Paul is quite clear how these attitudes, especially gossip, can lead to a community of faith moving away from its relationship with God and reflecting something quite different than what God intended. These attitudes create pain, hardship, and discord where there should be connection, transparency, and hope shared within the body of Christ.
So, why do we share rumors or gossip? For one, much like what we do with sports, we want people to believe that we have some special knowledge or understanding of a situation. Often times, though, our knowledge is only limited or based on a limited understanding of a situation, but that doesn’t prevent us from sharing with others what we think we know. We want to be seen as “in the know,” “smart,” and “aware” and, sometimes, the best way to do that is to share with others what we think we know, even if it isn’t the full story.

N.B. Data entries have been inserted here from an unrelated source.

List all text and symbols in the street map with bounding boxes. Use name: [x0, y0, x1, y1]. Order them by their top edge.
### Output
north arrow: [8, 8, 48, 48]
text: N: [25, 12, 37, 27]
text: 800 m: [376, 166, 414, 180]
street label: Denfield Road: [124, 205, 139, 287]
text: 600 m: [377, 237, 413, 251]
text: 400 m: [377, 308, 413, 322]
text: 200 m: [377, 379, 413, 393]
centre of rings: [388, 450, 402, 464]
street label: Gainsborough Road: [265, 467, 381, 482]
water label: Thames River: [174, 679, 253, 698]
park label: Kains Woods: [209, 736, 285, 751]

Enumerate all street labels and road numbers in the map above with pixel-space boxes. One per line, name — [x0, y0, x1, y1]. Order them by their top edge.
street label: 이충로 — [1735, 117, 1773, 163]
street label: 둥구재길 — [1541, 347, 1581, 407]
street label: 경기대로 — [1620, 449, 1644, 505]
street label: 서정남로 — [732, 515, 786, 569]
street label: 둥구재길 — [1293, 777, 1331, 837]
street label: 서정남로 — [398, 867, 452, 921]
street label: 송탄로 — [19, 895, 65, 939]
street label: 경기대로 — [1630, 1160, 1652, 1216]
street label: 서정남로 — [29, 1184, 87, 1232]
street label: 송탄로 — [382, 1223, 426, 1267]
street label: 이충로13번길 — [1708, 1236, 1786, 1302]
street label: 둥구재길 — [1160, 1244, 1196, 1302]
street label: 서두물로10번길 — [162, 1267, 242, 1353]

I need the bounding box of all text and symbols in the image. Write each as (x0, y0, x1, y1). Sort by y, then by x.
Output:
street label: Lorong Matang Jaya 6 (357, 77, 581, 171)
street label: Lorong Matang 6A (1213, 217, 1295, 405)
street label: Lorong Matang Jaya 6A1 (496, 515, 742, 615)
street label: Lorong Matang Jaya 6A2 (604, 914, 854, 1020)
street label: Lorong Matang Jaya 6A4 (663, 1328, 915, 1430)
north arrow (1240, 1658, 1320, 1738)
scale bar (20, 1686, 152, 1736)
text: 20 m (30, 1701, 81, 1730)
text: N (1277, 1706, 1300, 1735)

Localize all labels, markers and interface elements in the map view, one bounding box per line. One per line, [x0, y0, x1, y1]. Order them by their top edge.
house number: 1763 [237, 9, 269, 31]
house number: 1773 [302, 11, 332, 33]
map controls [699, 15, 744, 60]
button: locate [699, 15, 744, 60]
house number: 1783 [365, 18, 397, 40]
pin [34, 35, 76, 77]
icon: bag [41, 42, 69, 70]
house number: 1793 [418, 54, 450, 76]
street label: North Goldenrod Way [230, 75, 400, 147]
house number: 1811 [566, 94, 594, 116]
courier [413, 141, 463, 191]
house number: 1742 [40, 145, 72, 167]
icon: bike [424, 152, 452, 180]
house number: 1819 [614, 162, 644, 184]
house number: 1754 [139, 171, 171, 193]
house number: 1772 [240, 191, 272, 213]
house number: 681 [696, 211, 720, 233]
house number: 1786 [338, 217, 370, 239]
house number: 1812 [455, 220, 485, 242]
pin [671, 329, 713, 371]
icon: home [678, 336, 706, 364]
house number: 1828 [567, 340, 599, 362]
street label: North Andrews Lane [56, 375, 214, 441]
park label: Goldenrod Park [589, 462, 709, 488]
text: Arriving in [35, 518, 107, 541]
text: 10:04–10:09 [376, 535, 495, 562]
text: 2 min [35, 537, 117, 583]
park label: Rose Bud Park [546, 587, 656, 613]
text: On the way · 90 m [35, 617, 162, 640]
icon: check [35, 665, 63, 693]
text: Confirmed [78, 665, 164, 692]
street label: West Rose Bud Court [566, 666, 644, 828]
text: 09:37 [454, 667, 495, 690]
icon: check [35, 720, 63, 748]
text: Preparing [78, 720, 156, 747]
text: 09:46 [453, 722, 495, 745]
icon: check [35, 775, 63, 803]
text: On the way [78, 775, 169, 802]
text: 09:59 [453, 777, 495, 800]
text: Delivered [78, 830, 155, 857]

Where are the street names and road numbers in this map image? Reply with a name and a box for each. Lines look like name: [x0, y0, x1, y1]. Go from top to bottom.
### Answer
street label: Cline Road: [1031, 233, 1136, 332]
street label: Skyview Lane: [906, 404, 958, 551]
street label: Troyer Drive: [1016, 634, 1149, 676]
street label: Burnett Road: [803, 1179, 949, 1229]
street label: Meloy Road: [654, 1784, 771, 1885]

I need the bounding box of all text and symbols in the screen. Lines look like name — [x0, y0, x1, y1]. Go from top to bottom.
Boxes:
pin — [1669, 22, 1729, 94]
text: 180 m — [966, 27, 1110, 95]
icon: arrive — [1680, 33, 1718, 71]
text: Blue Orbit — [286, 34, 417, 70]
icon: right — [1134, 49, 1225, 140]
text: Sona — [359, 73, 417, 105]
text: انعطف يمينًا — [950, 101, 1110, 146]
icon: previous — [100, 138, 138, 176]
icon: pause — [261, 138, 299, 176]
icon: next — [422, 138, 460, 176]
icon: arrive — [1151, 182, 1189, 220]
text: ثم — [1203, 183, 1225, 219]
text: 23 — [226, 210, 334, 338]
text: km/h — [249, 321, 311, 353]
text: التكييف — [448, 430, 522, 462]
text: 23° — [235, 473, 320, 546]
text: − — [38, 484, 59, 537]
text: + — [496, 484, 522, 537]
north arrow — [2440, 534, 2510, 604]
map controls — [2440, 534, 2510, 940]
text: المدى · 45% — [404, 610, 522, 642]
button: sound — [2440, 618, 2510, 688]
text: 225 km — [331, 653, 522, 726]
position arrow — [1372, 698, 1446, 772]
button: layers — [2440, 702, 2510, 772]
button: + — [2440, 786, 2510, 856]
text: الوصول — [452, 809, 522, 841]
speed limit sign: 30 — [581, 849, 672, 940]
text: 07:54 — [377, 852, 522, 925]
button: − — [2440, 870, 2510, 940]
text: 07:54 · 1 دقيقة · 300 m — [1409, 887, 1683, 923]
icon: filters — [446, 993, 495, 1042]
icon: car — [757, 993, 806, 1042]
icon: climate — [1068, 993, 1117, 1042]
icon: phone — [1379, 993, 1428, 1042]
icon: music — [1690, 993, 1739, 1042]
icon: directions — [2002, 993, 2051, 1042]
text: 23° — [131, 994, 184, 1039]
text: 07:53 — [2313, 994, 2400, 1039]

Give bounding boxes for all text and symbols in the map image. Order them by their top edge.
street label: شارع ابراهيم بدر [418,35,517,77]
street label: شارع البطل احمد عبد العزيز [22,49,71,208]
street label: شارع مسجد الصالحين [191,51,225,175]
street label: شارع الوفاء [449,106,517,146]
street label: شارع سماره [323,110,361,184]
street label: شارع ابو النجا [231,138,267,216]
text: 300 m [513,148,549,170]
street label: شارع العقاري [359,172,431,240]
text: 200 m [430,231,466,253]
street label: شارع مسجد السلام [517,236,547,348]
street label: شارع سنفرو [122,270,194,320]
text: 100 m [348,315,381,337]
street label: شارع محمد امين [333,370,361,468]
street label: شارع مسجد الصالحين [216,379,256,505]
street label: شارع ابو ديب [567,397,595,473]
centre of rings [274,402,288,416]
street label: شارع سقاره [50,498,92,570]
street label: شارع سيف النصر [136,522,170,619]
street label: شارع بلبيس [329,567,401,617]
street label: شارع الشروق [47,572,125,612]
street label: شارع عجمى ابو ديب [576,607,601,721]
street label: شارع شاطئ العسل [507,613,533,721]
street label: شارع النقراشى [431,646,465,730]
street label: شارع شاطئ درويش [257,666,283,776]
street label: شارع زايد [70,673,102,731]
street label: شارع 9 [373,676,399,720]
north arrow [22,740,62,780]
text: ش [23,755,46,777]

We also share rumors and gossip in the church, because we want to galvanize support towards what we want in a given situation. If we are unhappy with something in the community of faith, the best way to get it changed, we often feel, is to have support. The best way to get support, often, is to let others know what you think is going on and how it could have a negative impact on the church. It doesn’t matter if, again, our information is not fully accurate, all we are concerned with is getting people to agree with our take on a situation. What that does, though, is create distrust in the process and our shared connection with one another.
All of this and more leads to the church being absent of its true intent. The church should be the ongoing witness of Jesus Christ. It is to be a missional change agent in our communities and in the lives of one another. When the church is defined by rumors, gossip, and innuendo mission gets replaced by stagnation and connection is overtaken by disunity and fear. These attitudes do not spur growth, but promote decline and distance from our very mission to love God, grow in faith, and serve the Lord.
Sharing rumors and gossip may be enjoyable, but it has no place in the life of our shared connection and its detrimental to the body of Christ. If the church is to turn the tide of decline in the United States, it must involve us putting down the weapons of rumors and gossip that reduces our mission to mere talking points. We will have to get serious about having honest and open conversations with one another and remember what we are truly to be about.
That will not happen until we stop believing in rumors and gossip.